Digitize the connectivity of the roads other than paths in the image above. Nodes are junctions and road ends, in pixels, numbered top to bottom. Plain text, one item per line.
---
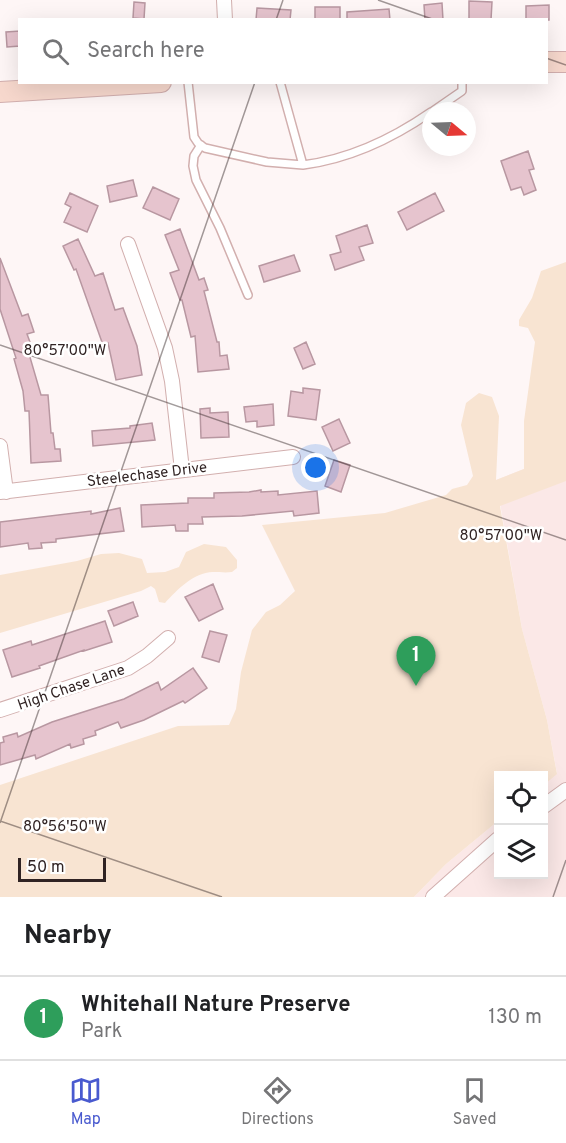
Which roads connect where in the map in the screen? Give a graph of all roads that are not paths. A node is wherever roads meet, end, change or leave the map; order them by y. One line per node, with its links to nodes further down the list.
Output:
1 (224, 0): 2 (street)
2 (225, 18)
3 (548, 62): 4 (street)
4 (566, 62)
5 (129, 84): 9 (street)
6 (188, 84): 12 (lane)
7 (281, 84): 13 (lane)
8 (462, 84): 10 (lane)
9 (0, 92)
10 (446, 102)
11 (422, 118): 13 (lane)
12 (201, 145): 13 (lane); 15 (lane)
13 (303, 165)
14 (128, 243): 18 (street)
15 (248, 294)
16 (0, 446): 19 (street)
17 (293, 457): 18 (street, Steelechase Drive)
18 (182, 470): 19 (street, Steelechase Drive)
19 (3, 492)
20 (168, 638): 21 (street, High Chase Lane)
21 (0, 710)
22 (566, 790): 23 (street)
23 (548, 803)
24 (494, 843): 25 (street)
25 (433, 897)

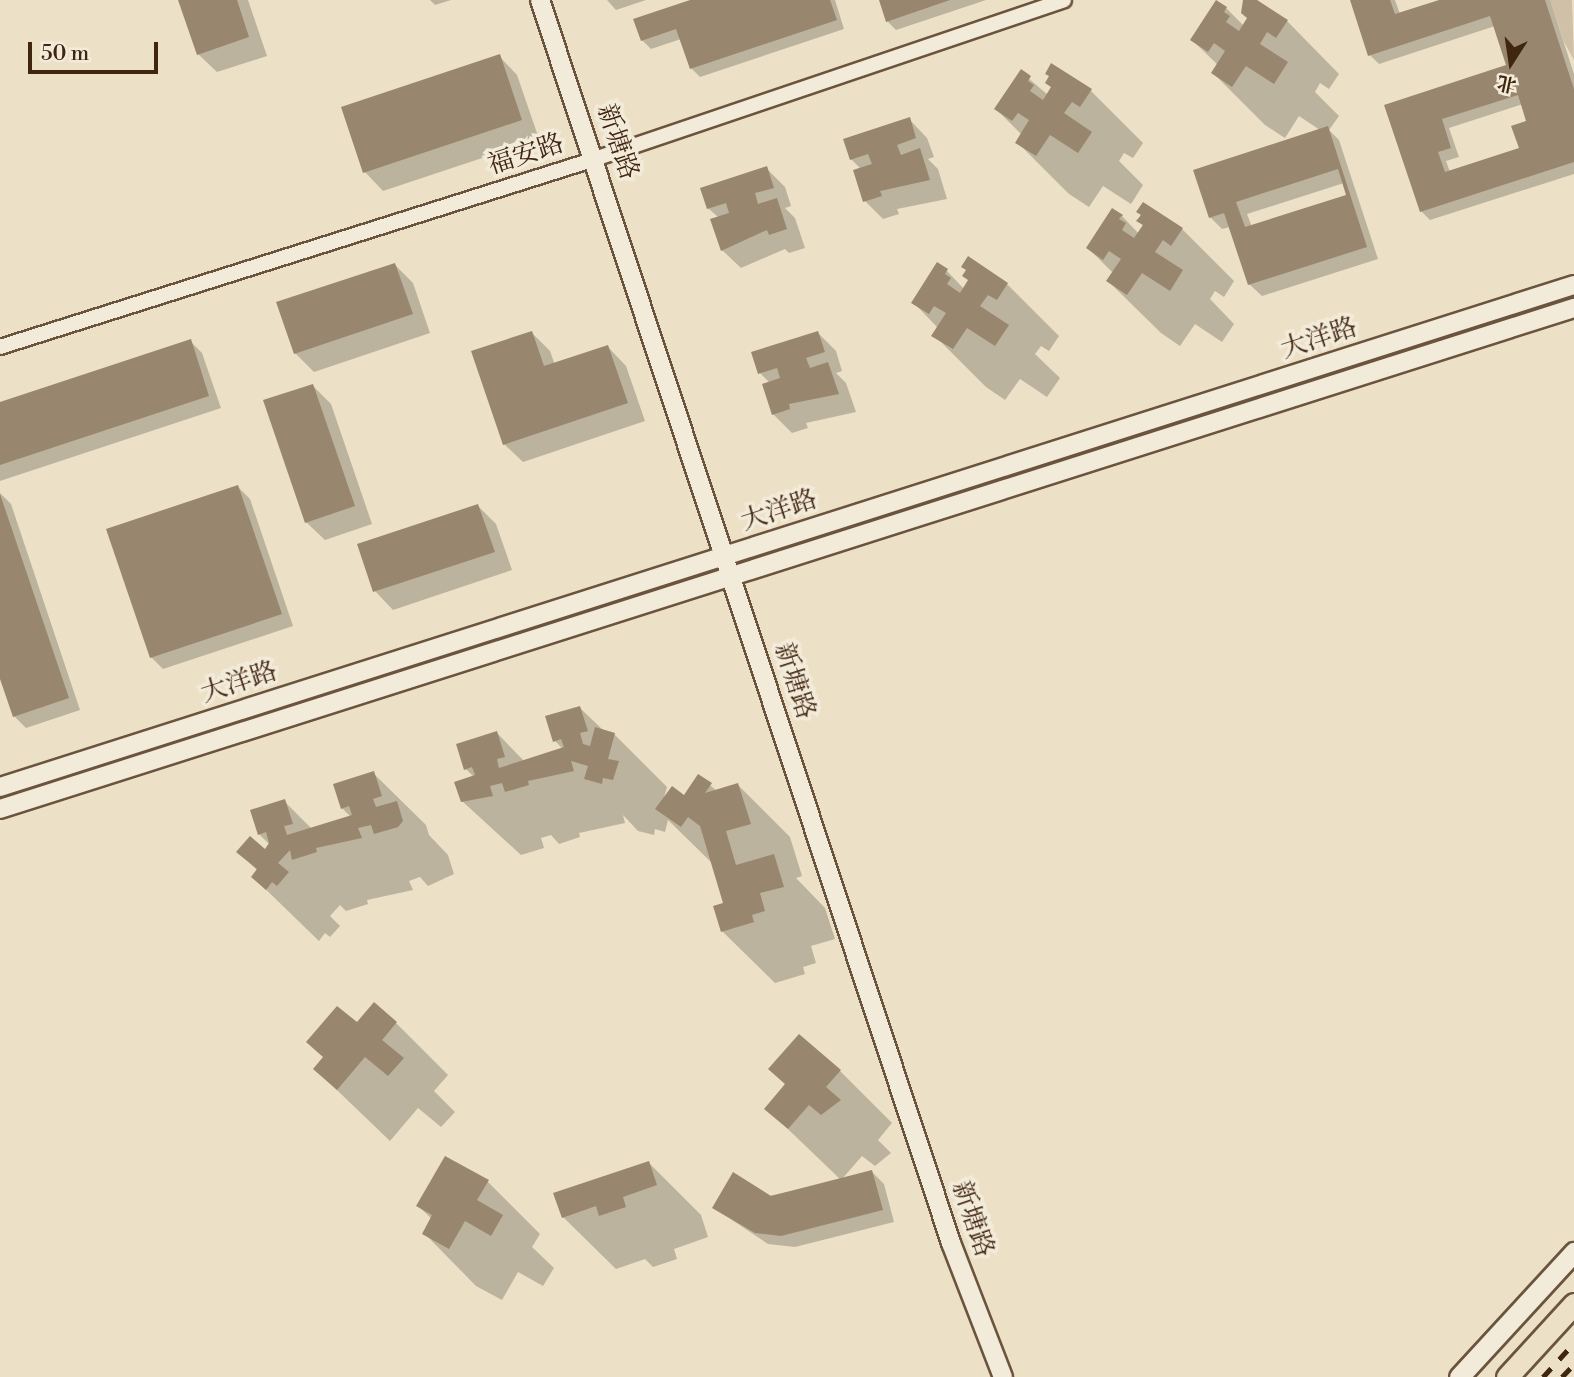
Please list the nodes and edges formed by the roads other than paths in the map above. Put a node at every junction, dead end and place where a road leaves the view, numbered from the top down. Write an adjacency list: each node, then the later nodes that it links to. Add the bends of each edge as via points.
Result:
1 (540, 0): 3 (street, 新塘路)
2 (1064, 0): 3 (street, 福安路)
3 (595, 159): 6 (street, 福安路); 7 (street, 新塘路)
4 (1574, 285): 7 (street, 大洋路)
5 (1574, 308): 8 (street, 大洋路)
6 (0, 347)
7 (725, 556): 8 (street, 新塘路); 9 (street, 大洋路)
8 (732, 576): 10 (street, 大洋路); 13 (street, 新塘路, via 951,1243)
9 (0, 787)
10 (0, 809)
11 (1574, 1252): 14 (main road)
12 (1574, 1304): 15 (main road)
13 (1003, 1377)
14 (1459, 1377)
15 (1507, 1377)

**The task**
All lines that contain the word "numbered" must be copied from the records above.

**Exercise solution**
Digitize the connectivity of the roads other than paths in the image above. Nodes are junctions and road ends, in pixels, numbered top to bottom. Plain text, one item per line.
Please list the nodes and edges formed by the roads other than paths in the map above. Put a node at every junction, dead end and place where a road leaves the view, numbered from the top down. Write an adjacency list: each node, then the later nodes that it links to. Add the bends of each edge as via points.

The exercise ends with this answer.